I was wondering if anyone has experience buying bulk salt, then loading it in your own 50lb bags?

I have looked at the costs, and the per bag price including labor for bagging will still be less then what I am paying for 50lb bags a skid at a time from my supplier.

Also interested in any experience you can share doing this. I thought we would get a 2-ton load, use an old hopper to shovel the bulk into, then feed into 50 lb bags they we purchased from a supplier.

Thanks for your input!


----------



## Brian Young (Aug 13, 2005)

We did this in a pinch a couple years ago.
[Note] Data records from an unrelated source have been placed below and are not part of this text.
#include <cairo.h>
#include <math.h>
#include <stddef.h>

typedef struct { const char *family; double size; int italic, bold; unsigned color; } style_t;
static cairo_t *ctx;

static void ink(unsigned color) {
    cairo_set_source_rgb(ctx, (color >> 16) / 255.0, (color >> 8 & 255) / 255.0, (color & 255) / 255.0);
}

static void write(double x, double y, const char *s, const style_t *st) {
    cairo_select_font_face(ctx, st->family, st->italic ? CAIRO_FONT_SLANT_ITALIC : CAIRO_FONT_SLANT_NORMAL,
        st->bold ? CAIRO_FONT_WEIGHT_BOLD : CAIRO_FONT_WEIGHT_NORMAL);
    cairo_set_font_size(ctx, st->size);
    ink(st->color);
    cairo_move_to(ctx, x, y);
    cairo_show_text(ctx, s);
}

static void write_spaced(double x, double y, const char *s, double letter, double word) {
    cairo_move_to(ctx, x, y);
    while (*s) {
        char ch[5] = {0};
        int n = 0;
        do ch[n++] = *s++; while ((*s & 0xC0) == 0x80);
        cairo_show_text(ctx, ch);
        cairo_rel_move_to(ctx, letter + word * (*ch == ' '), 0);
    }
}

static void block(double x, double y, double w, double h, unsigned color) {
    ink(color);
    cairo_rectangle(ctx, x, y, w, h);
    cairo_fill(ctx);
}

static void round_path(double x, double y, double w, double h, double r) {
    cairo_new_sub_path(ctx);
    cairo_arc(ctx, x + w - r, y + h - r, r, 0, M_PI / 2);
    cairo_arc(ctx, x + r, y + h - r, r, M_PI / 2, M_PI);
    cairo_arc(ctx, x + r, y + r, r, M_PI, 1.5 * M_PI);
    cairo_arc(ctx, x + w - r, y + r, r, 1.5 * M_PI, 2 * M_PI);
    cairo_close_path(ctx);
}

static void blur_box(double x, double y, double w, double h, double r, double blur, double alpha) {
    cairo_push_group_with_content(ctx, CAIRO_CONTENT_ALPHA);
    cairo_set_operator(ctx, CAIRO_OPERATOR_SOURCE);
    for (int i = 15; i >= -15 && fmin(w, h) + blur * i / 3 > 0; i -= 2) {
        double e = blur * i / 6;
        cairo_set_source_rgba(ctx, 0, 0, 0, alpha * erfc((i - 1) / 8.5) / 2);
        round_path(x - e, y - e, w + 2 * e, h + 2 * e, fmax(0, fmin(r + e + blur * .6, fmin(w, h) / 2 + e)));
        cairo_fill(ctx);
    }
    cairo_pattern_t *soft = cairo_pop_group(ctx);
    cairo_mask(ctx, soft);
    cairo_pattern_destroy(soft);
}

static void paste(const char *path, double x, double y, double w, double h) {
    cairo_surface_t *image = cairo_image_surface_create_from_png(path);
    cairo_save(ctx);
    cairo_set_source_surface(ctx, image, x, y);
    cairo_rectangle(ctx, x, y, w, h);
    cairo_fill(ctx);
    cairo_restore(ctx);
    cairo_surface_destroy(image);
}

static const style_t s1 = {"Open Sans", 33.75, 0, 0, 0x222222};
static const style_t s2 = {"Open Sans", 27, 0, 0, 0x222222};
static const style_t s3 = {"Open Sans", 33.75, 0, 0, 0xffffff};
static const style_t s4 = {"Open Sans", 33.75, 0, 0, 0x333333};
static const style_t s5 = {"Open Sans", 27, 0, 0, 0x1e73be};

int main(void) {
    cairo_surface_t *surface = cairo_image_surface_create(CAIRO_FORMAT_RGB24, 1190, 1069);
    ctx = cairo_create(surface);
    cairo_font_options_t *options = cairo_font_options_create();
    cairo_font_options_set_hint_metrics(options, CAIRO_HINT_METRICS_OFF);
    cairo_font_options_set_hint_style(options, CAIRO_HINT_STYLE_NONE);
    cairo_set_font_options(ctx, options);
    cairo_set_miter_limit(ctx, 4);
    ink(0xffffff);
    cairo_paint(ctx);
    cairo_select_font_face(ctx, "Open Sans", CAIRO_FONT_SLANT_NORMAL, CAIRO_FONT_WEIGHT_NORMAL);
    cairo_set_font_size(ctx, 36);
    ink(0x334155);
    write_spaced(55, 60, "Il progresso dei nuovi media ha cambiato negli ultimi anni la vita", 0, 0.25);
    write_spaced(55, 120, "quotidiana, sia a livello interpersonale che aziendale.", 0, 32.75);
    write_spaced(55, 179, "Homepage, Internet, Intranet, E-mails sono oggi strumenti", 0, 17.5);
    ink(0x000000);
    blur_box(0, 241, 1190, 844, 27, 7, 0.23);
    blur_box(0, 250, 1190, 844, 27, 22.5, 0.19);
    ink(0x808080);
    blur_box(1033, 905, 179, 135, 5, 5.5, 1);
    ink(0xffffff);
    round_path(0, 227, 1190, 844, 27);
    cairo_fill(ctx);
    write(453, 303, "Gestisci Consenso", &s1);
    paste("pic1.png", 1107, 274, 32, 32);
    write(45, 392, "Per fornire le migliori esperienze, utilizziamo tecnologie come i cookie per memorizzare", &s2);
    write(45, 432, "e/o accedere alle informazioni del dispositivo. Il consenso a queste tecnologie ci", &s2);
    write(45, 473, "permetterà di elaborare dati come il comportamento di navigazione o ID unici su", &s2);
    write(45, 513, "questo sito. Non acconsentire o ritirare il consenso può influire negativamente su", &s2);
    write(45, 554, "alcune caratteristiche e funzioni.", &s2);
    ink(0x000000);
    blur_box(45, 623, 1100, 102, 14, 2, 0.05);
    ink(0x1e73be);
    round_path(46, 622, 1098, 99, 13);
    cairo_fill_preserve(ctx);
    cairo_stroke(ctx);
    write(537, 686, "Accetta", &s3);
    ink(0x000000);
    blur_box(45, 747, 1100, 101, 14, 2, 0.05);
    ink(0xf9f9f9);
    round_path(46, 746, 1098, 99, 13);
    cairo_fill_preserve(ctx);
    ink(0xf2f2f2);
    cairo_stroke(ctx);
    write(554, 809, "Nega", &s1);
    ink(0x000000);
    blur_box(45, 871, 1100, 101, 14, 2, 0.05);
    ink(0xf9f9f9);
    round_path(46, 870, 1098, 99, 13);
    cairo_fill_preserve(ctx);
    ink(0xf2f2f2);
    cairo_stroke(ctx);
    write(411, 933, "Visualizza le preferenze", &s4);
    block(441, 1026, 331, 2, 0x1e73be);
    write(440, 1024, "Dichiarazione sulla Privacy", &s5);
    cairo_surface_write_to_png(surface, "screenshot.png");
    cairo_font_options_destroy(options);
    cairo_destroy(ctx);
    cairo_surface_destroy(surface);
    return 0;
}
I worked out ok, you just have to use it fairly soon after filling. We had a few bags left over and they froze up over night. This is exactly what we are going to do this year with my sidewalk guys. I figure they should be able to fill 20 bags in a few minutes. 20 bags of "bagged" salt is around 120 bucks and about 30 bucks to refill with bulk.


----------



## Mdwstsnow512 (Dec 30, 2007)

you could also use buckets, 
a little more expensive but alot easier ot handle, and reuse
and keep dry


----------



## markkps (Feb 19, 2009)

I was afraid of bags freezing up. I have a spare trailer that I can store the bags in.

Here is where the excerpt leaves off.